-------- DATASET RECORDS --------

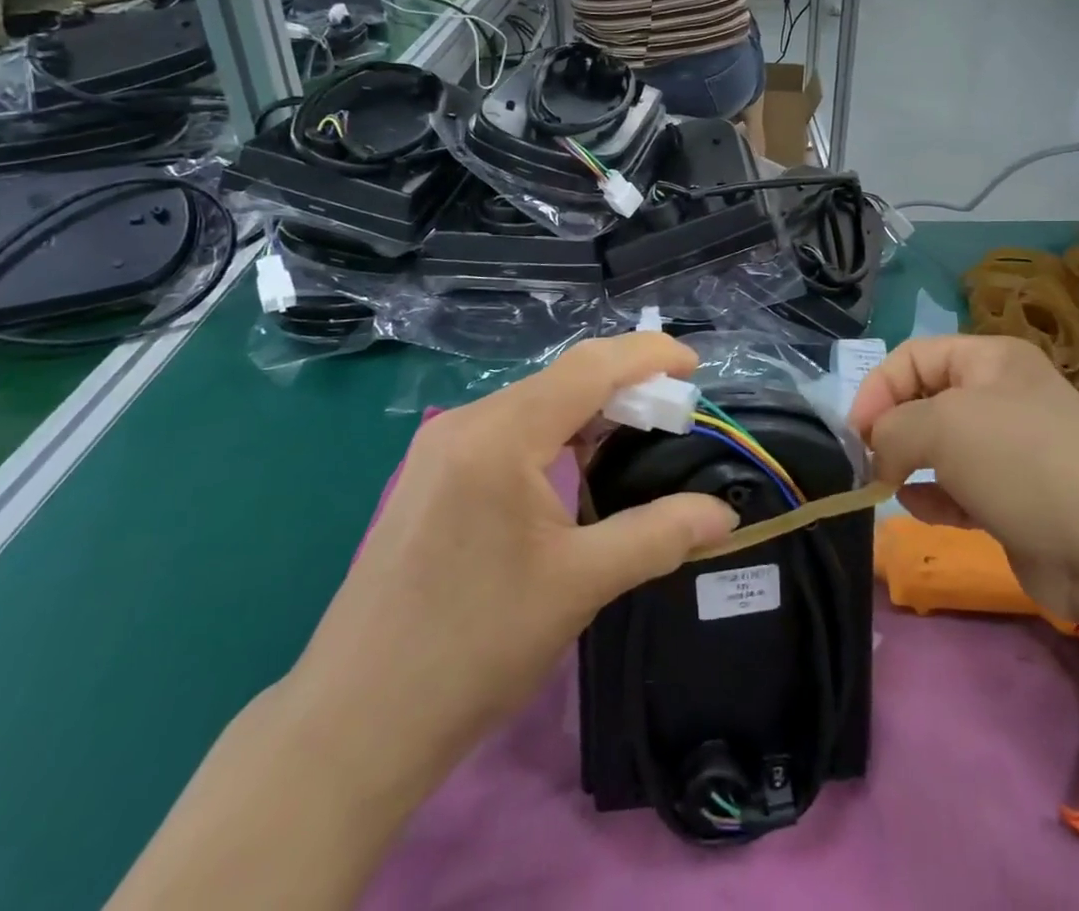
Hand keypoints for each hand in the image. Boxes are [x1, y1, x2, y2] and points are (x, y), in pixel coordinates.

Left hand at [284, 335, 737, 807]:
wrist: (354, 724)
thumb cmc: (473, 648)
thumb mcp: (580, 585)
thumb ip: (659, 535)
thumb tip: (725, 515)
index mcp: (500, 435)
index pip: (590, 366)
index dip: (649, 355)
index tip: (696, 365)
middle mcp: (466, 423)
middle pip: (562, 378)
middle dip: (625, 385)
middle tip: (676, 413)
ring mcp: (440, 446)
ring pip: (534, 402)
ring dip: (590, 410)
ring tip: (638, 436)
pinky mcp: (431, 474)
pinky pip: (507, 428)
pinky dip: (554, 432)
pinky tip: (577, 463)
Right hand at [849, 335, 1078, 623]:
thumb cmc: (1020, 462)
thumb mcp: (941, 425)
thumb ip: (892, 429)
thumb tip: (878, 455)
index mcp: (990, 359)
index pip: (913, 356)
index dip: (878, 387)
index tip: (856, 433)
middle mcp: (1002, 396)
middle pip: (926, 400)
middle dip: (892, 428)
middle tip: (869, 462)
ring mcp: (1012, 451)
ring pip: (941, 447)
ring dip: (909, 464)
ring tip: (886, 485)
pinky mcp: (1016, 500)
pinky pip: (960, 488)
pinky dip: (934, 495)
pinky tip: (916, 508)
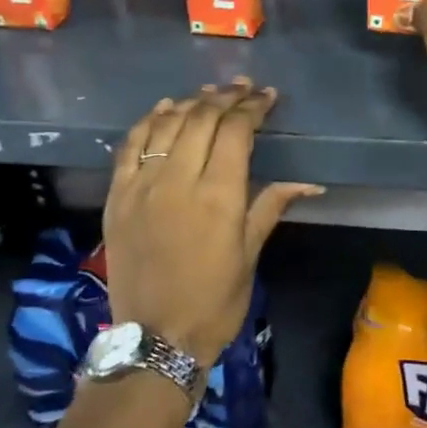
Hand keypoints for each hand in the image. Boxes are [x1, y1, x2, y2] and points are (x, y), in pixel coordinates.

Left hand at [103, 79, 322, 367]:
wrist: (155, 338)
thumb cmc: (214, 301)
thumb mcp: (250, 254)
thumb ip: (271, 206)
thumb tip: (309, 182)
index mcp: (218, 196)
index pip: (235, 131)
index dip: (252, 108)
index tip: (266, 97)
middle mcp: (178, 180)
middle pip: (201, 119)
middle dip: (226, 98)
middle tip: (243, 89)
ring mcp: (142, 186)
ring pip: (166, 125)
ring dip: (190, 103)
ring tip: (209, 94)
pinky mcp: (117, 196)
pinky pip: (129, 146)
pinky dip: (148, 121)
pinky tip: (164, 109)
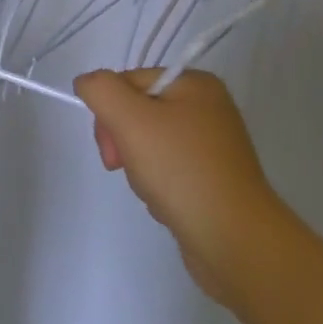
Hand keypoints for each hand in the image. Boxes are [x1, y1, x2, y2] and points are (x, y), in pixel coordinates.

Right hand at [75, 68, 287, 312]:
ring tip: (153, 191)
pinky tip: (166, 204)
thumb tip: (86, 83)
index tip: (111, 148)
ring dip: (139, 168)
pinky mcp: (214, 180)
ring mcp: (213, 146)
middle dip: (124, 142)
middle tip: (122, 168)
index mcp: (195, 84)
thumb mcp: (131, 119)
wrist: (235, 241)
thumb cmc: (181, 170)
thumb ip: (101, 90)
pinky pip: (170, 171)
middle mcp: (208, 108)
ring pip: (150, 144)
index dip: (110, 112)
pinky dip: (159, 186)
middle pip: (138, 113)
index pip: (130, 82)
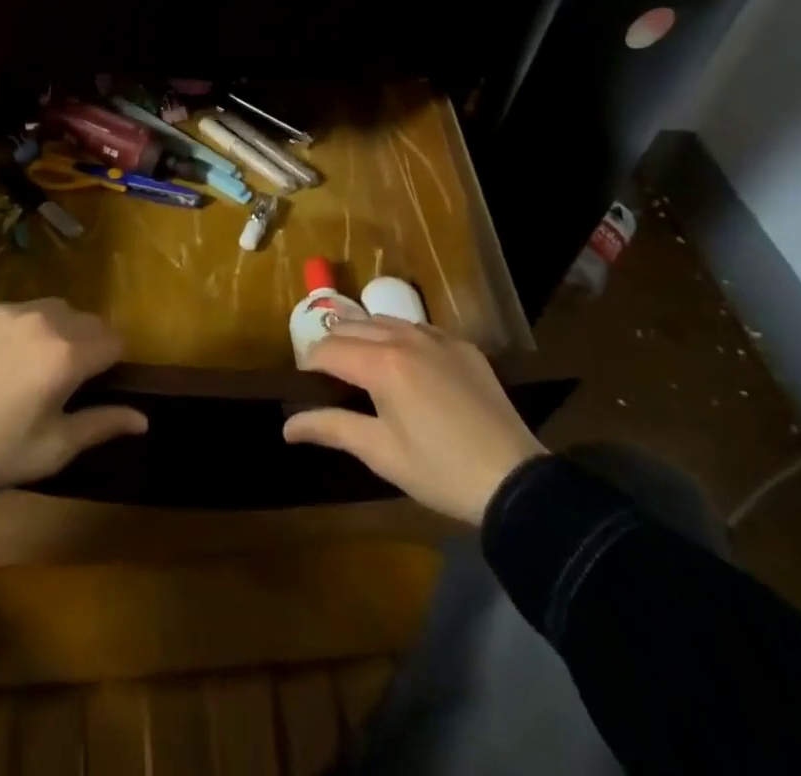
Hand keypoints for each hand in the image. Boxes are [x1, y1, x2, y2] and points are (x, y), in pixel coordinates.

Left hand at [0, 300, 147, 492]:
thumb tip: (144, 419)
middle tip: (66, 379)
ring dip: (58, 329)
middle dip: (88, 343)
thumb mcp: (54, 448)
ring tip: (35, 362)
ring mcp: (12, 310)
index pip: (114, 341)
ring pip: (55, 309)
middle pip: (88, 320)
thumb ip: (102, 424)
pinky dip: (24, 326)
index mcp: (69, 355)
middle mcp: (47, 321)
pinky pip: (20, 309)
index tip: (96, 384)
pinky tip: (4, 356)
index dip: (112, 363)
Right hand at [283, 318, 545, 523]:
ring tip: (360, 364)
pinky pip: (418, 328)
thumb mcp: (380, 453)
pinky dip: (399, 337)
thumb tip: (287, 425)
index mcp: (381, 364)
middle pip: (352, 326)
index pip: (328, 349)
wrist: (514, 479)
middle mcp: (405, 338)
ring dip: (364, 336)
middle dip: (332, 345)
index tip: (304, 383)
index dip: (309, 364)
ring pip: (384, 321)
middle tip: (328, 376)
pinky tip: (404, 363)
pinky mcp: (462, 345)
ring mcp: (437, 337)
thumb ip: (331, 428)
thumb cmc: (439, 471)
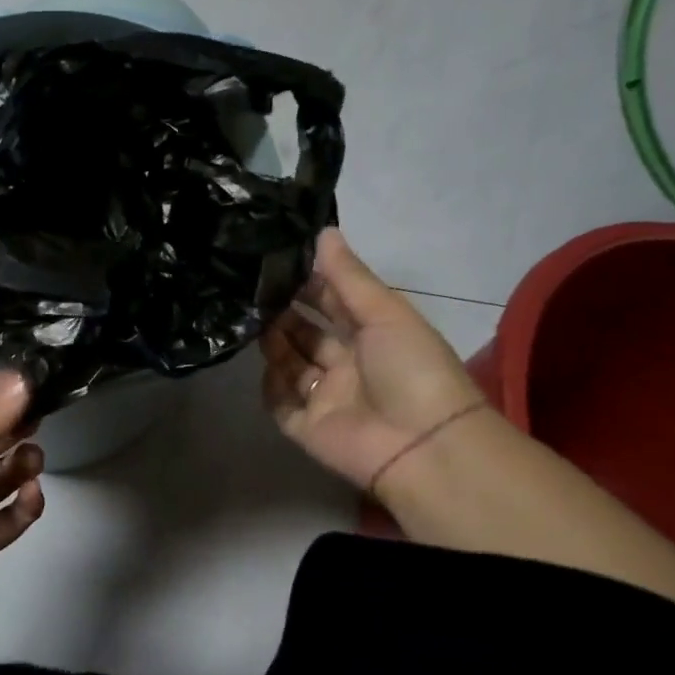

--------

YOUR ASSIGNMENT
Copy all of the entries verbatim, leaving out any pictures they contain.

WRITTEN SOLUTION
Hand keypoints for each hand in the image. Boxes are [x1, y1, x2, y2] and points are (x, y), in pixel coordinates.

Left hand at [284, 335, 737, 807]:
wrist: (354, 724)
thumb cmc: (473, 648)
thumb mcp: (580, 585)
thumb ip: (659, 535)
thumb tip: (725, 515)
index mcp: (500, 435)
index pip: (590, 366)
index dip: (649, 355)
index tip: (696, 365)
middle mcp: (466, 423)
middle pip: (562, 378)
middle dip: (625, 385)
middle tip: (676, 413)
ring mcp: (440, 446)
ring pip: (534, 402)
ring dip: (590, 410)
ring tip: (638, 436)
pinky mcp: (431, 474)
pinky pip: (507, 428)
pinky dip: (554, 432)
pinky tip: (577, 463)
Right hand at [849, 335, 1078, 623]:
thumb cmc: (1020, 462)
thumb mcp: (941, 425)
thumb ip: (892, 429)
thumb tip: (878, 455)
index mcp: (990, 359)
index pip: (913, 356)
index dip: (878, 387)
index tip: (856, 433)
middle mcp: (1002, 396)
middle pip: (926, 400)
middle dip: (892, 428)
middle tip: (869, 462)
ring mcp: (1012, 451)
ring pip: (941, 447)
ring dip: (909, 464)
ring tip: (886, 485)
pinky mcp: (1016, 500)
pinky pip: (960, 488)
pinky dip: (934, 495)
pinky tip: (916, 508)
Hand keypoints for each hand in the image. Boxes are [x1, y1, x2, y2] and points are (x, y), in pixel coordinates.

Left hand at [103, 79, 322, 367]:
wrist: (155, 338)
thumb cmc: (214, 301)
thumb mcp: (250, 254)
thumb ip: (271, 206)
thumb tip: (309, 182)
index mcp: (218, 196)
index pip: (235, 131)
index dip: (252, 108)
index tip: (266, 97)
middle mcp: (178, 180)
middle pip: (201, 119)
middle dip: (226, 98)
middle tip: (243, 89)
ring mcp: (142, 186)
ring pip: (166, 125)
ring dip: (190, 103)
ring tip: (209, 94)
pinky mcp: (117, 196)
pinky pip: (129, 146)
pinky dip: (148, 121)
pinky tip: (164, 109)
Hand keypoints for each hand in the image. Boxes are [x1, y1, x2, y2] and points are (x, y), in pixel coordinates.

Right hand at [75, 68, 287, 312]:
ring tip: (153, 191)
pinky tip: (166, 204)
thumb tip: (86, 83)
index tip: (111, 148)
ring dip: (139, 168)
pinky mcp: (214, 180)
ring mcp: (213, 146)
middle dip: (124, 142)
middle tip: (122, 168)
index mcp: (195, 84)
thumb mcp: (131, 119)
wrist: (235, 241)
thumb cmc: (181, 170)
thumb ip: (101, 90)
pinky pip: (170, 171)
middle mcp: (208, 108)
ring pip: (150, 144)
index dip: (110, 112)
pinky dip: (159, 186)
middle pip: (138, 113)
index pip: (130, 82)
Hand keypoints for each hand in the image. Boxes are [x1, y1, x2, y2] and points are (x, y), in pixel coordinates.

Left hand at [0, 300, 147, 492]:
thumb tip: (144, 419)
middle tip: (66, 379)
ring dip: (58, 329)
middle dip: (88, 343)
thumb mcp: (54, 448)
ring tip: (35, 362)
ring mcp: (12, 310)
index pip: (114, 341)
ring pip: (55, 309)
middle pip: (88, 320)
thumb ip: (102, 424)
pinky dip: (24, 326)
index mcp: (69, 355)
middle mcp: (47, 321)
pinky pip: (20, 309)
index tip: (96, 384)
pinky tip: (4, 356)
index dip: (112, 363)
Right hand at [283, 318, 545, 523]:
ring tip: (360, 364)
pinky pip: (418, 328)
thumb mcp: (380, 453)
pinky dip: (399, 337)
thumb tip: (287, 425)
index mcp: (381, 364)
middle pip: (352, 326)
index pip: (328, 349)
wrist: (514, 479)
middle mcp: (405, 338)
ring dip: (364, 336)
middle dip: (332, 345)
index tip: (304, 383)
index dip: (309, 364)
ring pip: (384, 321)
middle tip: (328, 376)
pinky tip: (404, 363)
pinky mcp: (462, 345)
ring mcp: (437, 337)
thumb ip: (331, 428)
thumb cmc: (439, 471)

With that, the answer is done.